Mindful of my madness

In the deep waters of half asleep there are shapes in the tides and spray
and the shapes grow and flourish and then collapse, day after night after day.

There are children in the waves, and monsters in the sea weed
and they both reach out for love, and they both reach out in need.

They ebb and flow and find their balance according to the season,
So I try to be Mindful of my madness AND mindful of my reason;

But I’m wary of the mad monster that lurks beneath my sensible schemes,
who grumbles in the daylight and thunders in my dreams.

Mindful too of the sensible, reasonable character that I must often play;
and the two of them dance, grow flourish and collapse, day after night after day.

And as they dance I try to function but my faculties take a beating
mindful of madness alright, I can feel the impending eclipse of reason.

And soon I shall forget that all this too shall pass, that madness comes and goes:
With all its attendant paranoia and moods miserable and morose.

And beneath all that is a fear that swells like the ocean, day after night after day.
a bottomless dread from when I get out of bed and it’s so hard for me to explain!

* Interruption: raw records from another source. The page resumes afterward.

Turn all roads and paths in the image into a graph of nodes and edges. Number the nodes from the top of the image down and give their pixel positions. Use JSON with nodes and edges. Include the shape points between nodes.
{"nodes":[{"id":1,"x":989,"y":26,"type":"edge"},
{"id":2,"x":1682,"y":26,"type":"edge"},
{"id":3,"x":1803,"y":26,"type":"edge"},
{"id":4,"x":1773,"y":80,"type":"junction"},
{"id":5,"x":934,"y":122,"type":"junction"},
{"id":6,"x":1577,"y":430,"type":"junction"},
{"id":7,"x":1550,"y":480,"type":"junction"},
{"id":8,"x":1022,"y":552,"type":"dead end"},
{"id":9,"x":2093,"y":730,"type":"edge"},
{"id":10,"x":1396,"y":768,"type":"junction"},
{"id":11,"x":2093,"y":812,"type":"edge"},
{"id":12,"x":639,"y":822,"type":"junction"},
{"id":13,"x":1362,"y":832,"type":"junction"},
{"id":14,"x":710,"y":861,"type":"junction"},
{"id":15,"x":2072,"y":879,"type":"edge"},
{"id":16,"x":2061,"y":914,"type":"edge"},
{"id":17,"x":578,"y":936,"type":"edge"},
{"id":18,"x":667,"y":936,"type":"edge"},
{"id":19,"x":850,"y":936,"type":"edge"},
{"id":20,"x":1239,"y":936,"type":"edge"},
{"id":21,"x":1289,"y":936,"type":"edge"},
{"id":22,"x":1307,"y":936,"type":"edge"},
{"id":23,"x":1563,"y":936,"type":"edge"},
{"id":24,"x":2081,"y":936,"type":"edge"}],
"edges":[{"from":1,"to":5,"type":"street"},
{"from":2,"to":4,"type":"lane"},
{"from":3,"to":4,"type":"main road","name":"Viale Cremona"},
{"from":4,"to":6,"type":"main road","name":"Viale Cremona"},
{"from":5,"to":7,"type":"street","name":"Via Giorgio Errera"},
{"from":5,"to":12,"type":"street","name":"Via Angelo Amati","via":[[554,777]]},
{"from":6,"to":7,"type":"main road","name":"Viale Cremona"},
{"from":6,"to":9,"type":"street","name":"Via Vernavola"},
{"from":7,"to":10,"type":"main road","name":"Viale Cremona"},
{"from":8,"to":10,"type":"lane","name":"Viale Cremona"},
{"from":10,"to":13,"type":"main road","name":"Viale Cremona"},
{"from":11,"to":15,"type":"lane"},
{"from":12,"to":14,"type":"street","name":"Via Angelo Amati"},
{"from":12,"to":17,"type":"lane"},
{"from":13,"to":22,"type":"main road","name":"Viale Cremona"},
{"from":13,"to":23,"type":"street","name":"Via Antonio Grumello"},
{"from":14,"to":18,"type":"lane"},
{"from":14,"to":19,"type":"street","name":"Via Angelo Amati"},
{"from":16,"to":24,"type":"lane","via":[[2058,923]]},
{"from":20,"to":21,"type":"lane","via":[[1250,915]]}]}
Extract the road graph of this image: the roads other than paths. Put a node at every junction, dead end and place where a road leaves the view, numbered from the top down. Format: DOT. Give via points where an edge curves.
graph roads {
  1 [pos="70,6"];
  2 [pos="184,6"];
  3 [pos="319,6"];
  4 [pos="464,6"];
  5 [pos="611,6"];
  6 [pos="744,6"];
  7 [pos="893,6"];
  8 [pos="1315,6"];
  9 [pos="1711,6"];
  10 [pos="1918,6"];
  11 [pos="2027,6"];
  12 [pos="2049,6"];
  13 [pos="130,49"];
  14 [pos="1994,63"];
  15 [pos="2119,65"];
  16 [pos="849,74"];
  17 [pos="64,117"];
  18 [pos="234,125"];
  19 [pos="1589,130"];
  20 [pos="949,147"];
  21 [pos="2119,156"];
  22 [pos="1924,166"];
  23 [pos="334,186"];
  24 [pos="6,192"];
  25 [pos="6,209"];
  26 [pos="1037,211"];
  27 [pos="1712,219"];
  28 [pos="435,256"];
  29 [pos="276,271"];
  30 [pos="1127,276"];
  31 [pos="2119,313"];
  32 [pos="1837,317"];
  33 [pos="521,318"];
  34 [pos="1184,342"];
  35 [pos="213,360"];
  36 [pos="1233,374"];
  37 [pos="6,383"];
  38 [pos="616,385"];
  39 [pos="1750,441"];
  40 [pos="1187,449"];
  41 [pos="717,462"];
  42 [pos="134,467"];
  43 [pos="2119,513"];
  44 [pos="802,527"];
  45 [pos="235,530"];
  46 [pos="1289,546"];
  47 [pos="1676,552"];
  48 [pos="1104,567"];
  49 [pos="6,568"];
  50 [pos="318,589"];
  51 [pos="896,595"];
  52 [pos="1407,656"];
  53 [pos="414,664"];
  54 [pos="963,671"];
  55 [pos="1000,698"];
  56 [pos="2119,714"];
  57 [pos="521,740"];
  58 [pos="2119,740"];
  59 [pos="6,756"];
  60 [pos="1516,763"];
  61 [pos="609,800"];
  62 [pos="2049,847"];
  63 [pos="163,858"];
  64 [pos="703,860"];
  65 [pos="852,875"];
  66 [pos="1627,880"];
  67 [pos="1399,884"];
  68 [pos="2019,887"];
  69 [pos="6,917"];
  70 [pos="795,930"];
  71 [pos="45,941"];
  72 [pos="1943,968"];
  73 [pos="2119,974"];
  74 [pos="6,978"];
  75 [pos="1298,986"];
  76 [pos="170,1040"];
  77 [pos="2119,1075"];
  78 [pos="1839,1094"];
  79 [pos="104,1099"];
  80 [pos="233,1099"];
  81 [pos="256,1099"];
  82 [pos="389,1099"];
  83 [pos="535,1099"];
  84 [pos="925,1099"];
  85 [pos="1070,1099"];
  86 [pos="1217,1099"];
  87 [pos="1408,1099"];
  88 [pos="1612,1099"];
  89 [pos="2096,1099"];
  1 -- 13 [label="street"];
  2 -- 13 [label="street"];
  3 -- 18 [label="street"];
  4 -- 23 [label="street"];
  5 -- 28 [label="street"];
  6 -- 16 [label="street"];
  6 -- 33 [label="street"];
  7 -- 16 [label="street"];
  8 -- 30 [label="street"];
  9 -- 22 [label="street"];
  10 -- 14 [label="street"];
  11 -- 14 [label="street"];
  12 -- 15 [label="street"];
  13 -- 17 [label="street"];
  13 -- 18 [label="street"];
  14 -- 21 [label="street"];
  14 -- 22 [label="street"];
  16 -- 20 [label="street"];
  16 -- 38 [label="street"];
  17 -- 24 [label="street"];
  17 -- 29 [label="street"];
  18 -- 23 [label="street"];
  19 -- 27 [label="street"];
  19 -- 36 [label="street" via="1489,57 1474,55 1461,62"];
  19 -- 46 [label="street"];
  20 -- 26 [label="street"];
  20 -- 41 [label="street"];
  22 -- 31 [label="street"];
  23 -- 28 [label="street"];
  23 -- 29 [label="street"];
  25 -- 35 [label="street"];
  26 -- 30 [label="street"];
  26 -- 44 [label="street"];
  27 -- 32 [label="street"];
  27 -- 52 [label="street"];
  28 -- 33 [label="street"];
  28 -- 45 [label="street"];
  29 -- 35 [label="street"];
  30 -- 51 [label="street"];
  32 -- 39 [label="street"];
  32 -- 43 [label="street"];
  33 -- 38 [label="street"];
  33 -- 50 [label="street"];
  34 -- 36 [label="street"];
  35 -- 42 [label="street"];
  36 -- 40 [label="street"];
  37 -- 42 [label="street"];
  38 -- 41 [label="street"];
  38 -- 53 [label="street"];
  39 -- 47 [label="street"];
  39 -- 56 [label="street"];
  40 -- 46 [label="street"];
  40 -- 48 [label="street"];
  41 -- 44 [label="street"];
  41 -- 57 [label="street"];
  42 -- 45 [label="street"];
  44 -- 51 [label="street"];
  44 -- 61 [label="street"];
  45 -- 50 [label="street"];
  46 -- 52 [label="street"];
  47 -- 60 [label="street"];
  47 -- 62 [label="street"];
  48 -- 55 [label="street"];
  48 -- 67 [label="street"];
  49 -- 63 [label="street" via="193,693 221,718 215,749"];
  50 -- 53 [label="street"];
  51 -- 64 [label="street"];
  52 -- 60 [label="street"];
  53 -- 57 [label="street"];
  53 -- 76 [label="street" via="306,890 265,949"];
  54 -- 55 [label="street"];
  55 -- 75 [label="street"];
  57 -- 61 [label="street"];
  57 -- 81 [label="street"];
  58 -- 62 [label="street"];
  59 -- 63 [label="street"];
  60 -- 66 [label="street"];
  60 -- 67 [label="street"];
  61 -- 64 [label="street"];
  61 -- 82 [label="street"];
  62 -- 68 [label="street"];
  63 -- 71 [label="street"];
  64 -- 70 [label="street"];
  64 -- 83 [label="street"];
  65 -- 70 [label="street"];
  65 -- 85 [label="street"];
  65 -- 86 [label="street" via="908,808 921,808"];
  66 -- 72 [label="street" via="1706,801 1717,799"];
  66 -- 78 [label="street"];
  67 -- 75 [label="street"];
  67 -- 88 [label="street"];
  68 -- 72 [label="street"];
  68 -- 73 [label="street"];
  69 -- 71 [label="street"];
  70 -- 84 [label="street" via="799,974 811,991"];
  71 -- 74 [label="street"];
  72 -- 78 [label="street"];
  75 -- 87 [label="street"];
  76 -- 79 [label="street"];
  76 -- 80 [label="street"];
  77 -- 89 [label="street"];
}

Down here it’s so hard to speak, to make words, to make sense of anything!
But if you fight silently, the silence always wins.

It’s further evidence that I’m completely without hope, I can’t even converse!
and everyone expects me to be so good with words; and that just makes it worse.

All the reassurances that “this too shall pass” are scarcely even heard
As I stagger beneath the waves, drowning in the watery twilight world.

An irrational ocean that rises and falls, night after day after night,
Full of strange creatures born from the depths, strangers to air and light,

Shapes like circling sharks, and tentacles writhing like fingers of despair
I’m dissolving in this ocean and I can hardly care.

And then a mermaid sings to this drowning sailor, with a voice of living water
Evoking new patterns out of the old, the gift of Ocean’s daughter.

Weaving a vision, moment by moment, she who is unafraid of the depths:
hope fights habit, fights to feel the wonder, fights to feel the breath.

And the stories grow, day after night, flourishing against the tide.
Salvaging treasures thought lost forever, a gift from my Mermaid bride.

With these gifts I can swim, and I can tend the wounds that might drag me under.
I will not deny the shadows; but I will not fear them either.

The patterns that light and shadow makes in the waters of existence
contains all the stories imagineable, and all outlined in brilliance.

Words don’t always work here, but that’s OK, not everything has to have clear meaning.
There is a whole universe beyond the boundaries defined by madness and by reason.

Blessed be the darkness and blessed be these wounds;
Blessed be the mystery and the wonder and the knowing;
Blessed be the stillness that is greater than any ocean;
Blessed be existence; and the coming and the going.